Data shown >>
========================

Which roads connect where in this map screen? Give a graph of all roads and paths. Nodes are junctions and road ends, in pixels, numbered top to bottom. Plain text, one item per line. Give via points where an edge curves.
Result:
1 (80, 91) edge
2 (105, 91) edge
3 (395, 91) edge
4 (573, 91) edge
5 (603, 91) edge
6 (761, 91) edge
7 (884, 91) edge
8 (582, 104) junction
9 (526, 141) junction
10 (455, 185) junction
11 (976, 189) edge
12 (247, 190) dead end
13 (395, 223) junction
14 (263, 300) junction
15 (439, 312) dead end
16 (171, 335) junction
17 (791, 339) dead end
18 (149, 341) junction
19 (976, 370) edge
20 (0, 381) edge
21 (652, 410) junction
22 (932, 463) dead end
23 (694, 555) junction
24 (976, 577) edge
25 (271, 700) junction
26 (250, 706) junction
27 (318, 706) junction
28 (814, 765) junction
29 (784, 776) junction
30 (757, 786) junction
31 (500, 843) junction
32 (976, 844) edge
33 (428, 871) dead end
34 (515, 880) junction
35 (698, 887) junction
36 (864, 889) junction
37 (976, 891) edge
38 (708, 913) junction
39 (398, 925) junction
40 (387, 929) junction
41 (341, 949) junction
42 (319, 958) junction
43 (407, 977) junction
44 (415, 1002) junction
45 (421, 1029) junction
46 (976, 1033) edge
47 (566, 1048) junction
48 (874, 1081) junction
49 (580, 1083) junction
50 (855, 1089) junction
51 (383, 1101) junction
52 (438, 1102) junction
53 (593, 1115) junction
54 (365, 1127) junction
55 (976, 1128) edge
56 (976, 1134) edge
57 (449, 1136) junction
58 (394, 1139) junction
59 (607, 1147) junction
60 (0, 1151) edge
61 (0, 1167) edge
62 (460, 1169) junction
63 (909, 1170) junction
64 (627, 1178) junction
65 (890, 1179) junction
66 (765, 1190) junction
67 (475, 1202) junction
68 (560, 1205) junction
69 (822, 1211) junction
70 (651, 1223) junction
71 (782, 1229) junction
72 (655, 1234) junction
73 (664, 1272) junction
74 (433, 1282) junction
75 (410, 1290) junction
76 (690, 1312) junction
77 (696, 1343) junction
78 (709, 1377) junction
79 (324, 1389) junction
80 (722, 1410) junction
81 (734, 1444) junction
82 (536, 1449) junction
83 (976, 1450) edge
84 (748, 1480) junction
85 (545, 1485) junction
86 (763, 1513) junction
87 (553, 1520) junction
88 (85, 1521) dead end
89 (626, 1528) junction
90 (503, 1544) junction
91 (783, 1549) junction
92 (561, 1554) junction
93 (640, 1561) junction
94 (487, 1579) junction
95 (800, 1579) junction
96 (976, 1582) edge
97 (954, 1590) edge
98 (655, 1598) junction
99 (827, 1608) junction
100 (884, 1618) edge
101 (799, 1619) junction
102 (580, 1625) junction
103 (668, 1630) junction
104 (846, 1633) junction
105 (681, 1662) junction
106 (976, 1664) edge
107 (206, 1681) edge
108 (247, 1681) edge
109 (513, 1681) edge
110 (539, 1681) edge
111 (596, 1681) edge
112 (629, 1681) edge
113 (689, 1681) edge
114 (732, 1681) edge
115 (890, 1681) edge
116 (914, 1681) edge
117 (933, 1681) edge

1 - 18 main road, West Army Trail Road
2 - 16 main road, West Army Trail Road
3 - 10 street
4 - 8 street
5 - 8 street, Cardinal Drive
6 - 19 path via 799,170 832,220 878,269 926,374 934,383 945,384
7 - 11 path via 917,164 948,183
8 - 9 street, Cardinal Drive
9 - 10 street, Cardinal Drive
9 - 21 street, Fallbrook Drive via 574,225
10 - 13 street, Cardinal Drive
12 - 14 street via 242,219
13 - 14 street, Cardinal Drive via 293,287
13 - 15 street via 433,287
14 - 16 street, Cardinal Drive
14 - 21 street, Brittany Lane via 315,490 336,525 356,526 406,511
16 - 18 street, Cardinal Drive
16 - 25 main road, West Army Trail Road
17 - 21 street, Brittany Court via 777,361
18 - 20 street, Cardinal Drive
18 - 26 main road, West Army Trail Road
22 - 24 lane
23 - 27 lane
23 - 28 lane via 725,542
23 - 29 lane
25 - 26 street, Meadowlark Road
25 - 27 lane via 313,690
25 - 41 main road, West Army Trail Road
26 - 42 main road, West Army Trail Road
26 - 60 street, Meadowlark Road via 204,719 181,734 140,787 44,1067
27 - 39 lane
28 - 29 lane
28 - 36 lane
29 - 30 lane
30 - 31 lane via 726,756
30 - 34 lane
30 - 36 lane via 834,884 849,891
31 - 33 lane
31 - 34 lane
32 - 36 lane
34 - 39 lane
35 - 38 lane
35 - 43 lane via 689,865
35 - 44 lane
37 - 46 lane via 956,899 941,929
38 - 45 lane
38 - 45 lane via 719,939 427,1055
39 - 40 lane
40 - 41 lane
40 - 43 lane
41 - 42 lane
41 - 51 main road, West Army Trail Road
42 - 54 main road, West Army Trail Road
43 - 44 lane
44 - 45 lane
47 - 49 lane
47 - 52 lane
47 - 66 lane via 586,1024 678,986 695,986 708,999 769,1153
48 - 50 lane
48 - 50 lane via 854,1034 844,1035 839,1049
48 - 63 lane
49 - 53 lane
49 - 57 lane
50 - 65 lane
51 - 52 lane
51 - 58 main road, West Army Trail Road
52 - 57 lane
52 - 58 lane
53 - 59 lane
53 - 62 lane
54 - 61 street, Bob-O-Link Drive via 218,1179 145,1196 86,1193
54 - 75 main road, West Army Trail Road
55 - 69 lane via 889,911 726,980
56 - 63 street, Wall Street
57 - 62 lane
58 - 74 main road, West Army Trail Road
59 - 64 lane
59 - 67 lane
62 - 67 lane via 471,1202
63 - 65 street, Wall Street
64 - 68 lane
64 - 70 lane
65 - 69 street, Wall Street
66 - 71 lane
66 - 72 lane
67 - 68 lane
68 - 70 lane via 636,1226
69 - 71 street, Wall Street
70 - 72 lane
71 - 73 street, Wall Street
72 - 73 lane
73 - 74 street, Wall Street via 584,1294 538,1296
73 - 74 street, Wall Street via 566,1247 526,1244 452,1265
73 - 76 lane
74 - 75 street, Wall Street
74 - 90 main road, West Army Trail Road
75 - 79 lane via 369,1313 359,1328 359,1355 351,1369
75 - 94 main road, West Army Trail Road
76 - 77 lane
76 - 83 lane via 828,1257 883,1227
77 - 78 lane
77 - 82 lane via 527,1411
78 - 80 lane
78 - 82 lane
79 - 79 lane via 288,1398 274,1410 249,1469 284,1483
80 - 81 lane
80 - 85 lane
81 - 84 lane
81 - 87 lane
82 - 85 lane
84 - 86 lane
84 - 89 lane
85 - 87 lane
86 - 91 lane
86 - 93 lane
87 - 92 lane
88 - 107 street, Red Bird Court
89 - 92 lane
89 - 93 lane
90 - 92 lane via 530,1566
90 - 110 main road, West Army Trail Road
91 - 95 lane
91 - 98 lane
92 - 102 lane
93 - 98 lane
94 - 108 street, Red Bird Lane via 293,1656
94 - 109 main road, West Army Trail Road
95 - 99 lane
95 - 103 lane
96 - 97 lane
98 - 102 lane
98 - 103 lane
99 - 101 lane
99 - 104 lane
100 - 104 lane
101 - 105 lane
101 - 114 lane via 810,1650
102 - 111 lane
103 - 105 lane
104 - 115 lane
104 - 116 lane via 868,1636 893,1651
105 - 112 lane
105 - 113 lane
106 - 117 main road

========================

Activity >> Go through the listing above and copy each line in which the string "Meadowlark" is found.

Expected answer >>
25 - 26 street, Meadowlark Road
26 - 60 street, Meadowlark Road via 204,719 181,734 140,787 44,1067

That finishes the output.